As an exercise, copy out the entries exactly as written.
================================
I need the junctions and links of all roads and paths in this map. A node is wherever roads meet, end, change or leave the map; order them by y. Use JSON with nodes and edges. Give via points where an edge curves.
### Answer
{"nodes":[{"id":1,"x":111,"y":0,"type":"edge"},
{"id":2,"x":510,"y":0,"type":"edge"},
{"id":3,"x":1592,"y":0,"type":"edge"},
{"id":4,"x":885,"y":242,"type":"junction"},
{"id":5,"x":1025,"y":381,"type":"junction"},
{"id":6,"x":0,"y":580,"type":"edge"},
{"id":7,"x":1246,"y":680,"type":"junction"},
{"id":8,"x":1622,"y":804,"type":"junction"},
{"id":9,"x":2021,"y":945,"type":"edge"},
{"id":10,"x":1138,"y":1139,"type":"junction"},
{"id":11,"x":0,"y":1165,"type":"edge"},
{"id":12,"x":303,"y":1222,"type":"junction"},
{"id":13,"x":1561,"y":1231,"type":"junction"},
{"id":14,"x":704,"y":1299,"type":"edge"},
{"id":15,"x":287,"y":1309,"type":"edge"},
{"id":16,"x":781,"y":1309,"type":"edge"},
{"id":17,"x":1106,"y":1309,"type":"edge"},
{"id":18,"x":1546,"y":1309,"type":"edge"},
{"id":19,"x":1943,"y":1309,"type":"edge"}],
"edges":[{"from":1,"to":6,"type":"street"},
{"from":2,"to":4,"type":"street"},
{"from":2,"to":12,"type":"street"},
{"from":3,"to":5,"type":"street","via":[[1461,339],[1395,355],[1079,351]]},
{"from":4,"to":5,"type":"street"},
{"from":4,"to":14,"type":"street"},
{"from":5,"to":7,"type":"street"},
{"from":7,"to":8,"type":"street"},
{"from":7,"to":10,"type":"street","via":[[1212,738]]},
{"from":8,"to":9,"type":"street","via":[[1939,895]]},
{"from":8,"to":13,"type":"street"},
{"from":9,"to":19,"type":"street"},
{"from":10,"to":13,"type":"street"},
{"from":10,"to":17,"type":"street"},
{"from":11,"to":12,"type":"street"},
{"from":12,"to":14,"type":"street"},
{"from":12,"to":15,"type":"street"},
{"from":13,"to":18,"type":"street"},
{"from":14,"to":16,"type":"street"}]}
================================
Task answer:
I need the junctions and links of all roads and paths in this map. A node is wherever roads meet, end, change or leave the map; order them by y. Use JSON with nodes and edges. Give via points where an edge curves.
### Answer
{"nodes":[{"id":1,"x":111,"y":0,"type":"edge"},
{"id":2,"x":510,"y":0,"type":"edge"},
{"id":3,"x":1592,"y":0,"type":"edge"},
{"id":4,"x":885,"y":242,"type":"junction"},
{"id":5,"x":1025,"y":381,"type":"junction"},
{"id":6,"x":0,"y":580,"type":"edge"},
{"id":7,"x":1246,"y":680,"type":"junction"},
{"id":8,"x":1622,"y":804,"type":"junction"},
{"id":9,"x":2021,"y":945,"type":"edge"},
{"id":10,"x":1138,"y":1139,"type":"junction"},
{"id":11,"x":0,"y":1165,"type":"edge"},
{"id":12,"x":303,"y":1222,"type":"junction"},
{"id":13,"x":1561,"y":1231,"type":"junction"},
{"id":14,"x":704,"y":1299,"type":"edge"},
{"id":15,"x":287,"y":1309,"type":"edge"},
{"id":16,"x":781,"y":1309,"type":"edge"},
{"id":17,"x":1106,"y":1309,"type":"edge"},
{"id":18,"x":1546,"y":1309,"type":"edge"},
{"id":19,"x":1943,"y":1309,"type":"edge"}],
"edges":[{"from":1,"to":6,"type":"street"},
{"from":2,"to":4,"type":"street"},
{"from":2,"to":12,"type":"street"},
{"from":3,"to":5,"type":"street","via":[[1461,339],[1395,355],[1079,351]]},
{"from":4,"to":5,"type":"street"},
{"from":4,"to":14,"type":"street"},
{"from":5,"to":7,"type":"street"},
{"from":7,"to":8,"type":"street"},
{"from":7,"to":10,"type":"street","via":[[1212,738]]},
{"from":8,"to":9,"type":"street","via":[[1939,895]]},
{"from":8,"to":13,"type":"street"},
{"from":9,"to":19,"type":"street"},
{"from":10,"to":13,"type":"street"},
{"from":10,"to":17,"type":"street"},
{"from":11,"to":12,"type":"street"},
{"from":12,"to":14,"type":"street"},
{"from":12,"to":15,"type":"street"},
{"from":13,"to":18,"type":"street"},
{"from":14,"to":16,"type":"street"}]}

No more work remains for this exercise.